Provided entries.

╭──

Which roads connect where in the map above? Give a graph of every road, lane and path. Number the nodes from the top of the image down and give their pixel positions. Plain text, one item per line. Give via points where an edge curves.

╰──
╭──

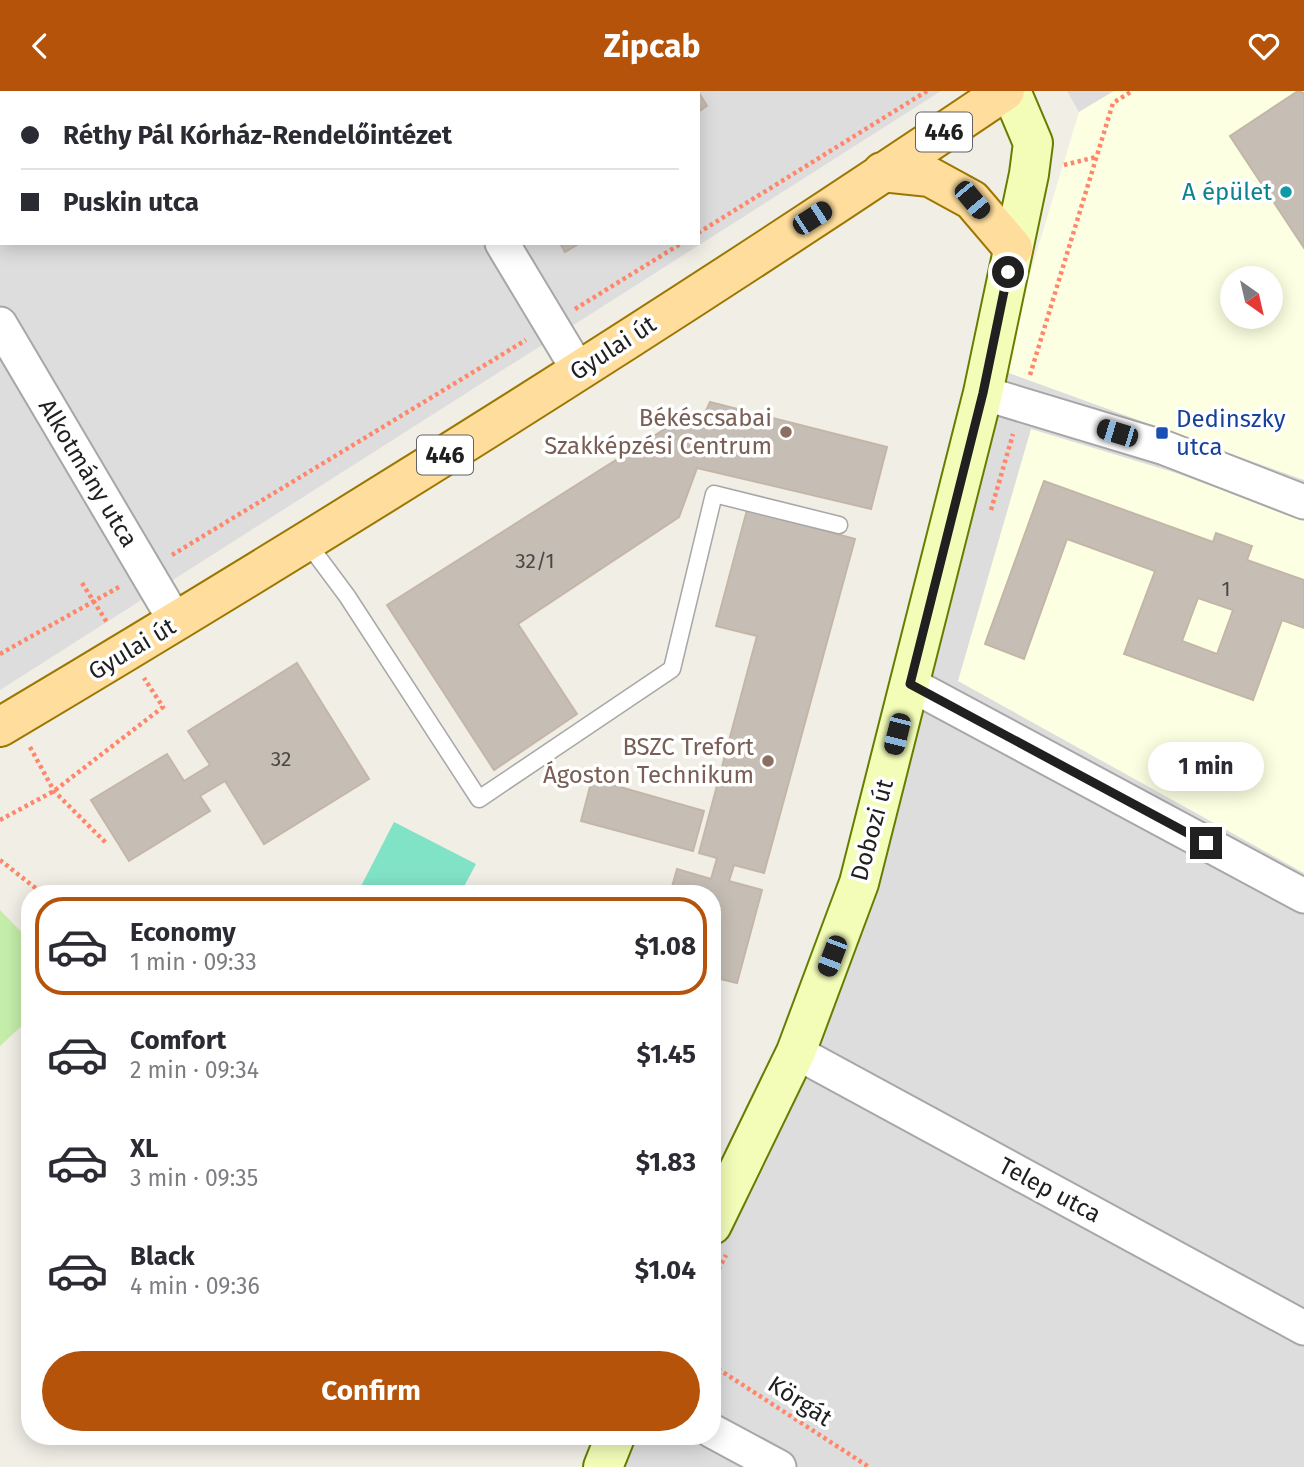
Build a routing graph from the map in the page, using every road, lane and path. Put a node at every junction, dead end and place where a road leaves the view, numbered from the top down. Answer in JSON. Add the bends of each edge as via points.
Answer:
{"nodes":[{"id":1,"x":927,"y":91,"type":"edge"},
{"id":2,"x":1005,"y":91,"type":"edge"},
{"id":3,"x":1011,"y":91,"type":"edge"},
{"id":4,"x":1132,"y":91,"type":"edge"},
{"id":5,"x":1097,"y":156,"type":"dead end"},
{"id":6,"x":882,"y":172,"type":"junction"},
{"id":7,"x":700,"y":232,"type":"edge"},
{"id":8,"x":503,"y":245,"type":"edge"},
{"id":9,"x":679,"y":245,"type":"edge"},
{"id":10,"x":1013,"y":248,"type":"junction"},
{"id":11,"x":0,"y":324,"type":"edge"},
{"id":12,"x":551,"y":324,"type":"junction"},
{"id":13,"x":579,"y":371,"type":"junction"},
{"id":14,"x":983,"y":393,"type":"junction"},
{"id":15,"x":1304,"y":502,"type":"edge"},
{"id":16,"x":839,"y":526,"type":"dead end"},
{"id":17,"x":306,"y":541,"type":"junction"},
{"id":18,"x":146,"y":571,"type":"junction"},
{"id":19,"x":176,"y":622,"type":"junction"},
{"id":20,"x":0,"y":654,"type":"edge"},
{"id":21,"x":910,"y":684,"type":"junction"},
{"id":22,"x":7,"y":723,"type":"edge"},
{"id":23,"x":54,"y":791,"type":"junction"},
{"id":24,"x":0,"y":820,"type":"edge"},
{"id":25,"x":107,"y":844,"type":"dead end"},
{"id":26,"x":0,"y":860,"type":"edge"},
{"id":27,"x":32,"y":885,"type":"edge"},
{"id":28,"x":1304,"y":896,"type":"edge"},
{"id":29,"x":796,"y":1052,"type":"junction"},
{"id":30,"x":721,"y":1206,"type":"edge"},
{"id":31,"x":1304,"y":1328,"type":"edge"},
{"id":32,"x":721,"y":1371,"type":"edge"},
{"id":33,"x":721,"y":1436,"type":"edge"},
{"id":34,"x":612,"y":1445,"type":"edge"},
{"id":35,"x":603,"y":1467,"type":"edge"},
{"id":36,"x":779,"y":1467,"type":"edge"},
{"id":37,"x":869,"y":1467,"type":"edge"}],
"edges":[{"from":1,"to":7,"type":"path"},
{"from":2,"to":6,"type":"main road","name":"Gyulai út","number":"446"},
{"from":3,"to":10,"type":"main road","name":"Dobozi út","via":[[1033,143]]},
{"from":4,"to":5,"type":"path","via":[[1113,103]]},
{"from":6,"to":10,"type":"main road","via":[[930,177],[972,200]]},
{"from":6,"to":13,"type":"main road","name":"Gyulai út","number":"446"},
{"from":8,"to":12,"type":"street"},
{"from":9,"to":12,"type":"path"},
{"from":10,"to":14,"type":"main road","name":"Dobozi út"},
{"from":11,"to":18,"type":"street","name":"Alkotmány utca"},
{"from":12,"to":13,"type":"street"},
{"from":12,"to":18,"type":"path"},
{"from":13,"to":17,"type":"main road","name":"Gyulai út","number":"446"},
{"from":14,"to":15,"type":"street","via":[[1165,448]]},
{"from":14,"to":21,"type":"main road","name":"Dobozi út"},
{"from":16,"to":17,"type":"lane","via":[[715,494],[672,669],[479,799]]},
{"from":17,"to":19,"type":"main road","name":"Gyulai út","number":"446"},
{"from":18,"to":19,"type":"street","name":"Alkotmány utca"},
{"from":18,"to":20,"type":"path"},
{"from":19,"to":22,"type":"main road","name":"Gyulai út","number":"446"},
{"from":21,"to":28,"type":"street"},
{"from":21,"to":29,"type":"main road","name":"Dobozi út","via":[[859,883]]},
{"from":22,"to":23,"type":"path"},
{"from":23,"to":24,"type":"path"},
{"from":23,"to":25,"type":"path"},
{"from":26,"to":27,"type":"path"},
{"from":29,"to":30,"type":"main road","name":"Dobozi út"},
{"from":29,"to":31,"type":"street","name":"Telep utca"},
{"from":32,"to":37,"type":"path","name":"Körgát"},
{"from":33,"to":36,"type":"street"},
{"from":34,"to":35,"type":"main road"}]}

╰──
╭──

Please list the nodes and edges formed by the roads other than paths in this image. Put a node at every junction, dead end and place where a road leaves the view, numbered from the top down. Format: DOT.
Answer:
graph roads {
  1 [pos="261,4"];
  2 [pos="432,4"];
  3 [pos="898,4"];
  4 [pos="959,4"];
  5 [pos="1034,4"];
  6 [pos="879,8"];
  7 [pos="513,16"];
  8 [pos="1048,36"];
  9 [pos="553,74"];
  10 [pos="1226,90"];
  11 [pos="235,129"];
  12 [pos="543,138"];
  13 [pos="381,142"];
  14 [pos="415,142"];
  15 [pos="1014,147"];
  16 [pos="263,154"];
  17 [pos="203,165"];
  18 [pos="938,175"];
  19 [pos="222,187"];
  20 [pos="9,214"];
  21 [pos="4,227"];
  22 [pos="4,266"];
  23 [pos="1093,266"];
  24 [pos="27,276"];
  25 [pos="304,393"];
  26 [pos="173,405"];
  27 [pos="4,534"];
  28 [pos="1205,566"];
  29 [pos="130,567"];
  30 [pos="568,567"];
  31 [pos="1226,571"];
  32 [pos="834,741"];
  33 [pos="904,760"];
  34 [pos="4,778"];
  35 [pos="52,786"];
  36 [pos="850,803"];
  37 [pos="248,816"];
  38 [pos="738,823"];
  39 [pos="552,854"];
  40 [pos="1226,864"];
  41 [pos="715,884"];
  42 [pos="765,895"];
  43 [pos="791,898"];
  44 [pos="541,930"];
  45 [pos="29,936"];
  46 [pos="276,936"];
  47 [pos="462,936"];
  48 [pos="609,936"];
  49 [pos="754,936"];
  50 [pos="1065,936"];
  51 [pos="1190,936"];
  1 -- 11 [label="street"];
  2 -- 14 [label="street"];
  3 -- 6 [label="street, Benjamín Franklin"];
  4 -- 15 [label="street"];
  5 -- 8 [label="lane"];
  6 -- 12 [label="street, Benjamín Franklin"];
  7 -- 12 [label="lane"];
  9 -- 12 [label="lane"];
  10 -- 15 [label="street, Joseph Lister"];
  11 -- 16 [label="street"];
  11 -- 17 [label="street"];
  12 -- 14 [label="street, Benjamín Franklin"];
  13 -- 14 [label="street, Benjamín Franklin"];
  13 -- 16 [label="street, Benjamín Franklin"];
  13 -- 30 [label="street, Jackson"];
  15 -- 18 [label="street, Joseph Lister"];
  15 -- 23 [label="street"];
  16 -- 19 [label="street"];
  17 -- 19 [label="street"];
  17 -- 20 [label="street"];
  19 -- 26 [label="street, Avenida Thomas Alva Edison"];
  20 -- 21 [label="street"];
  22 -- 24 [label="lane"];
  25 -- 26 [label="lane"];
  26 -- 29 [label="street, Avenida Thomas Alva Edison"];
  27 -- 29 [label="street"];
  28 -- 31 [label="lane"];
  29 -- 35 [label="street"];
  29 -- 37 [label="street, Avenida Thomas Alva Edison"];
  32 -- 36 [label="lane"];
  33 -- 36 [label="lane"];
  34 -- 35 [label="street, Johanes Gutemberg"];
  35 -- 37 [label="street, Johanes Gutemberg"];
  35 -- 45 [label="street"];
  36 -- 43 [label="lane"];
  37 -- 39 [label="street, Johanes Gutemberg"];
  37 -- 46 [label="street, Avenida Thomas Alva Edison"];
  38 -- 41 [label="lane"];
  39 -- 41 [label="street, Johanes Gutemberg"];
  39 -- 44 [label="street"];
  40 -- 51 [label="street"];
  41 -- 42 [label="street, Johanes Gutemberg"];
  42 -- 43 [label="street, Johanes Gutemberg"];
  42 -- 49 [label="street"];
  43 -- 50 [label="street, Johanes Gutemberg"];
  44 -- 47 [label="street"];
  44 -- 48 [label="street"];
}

╰──

Exercise. Scan the material above and copy every line that holds the string "place".

Result.
Build a routing graph from the map in the page, using every road, lane and path. Put a node at every junction, dead end and place where a road leaves the view, numbered from the top down. Answer in JSON. Add the bends of each edge as via points.
Please list the nodes and edges formed by the roads other than paths in this image. Put a node at every junction, dead end and place where a road leaves the view, numbered from the top down. Format: DOT.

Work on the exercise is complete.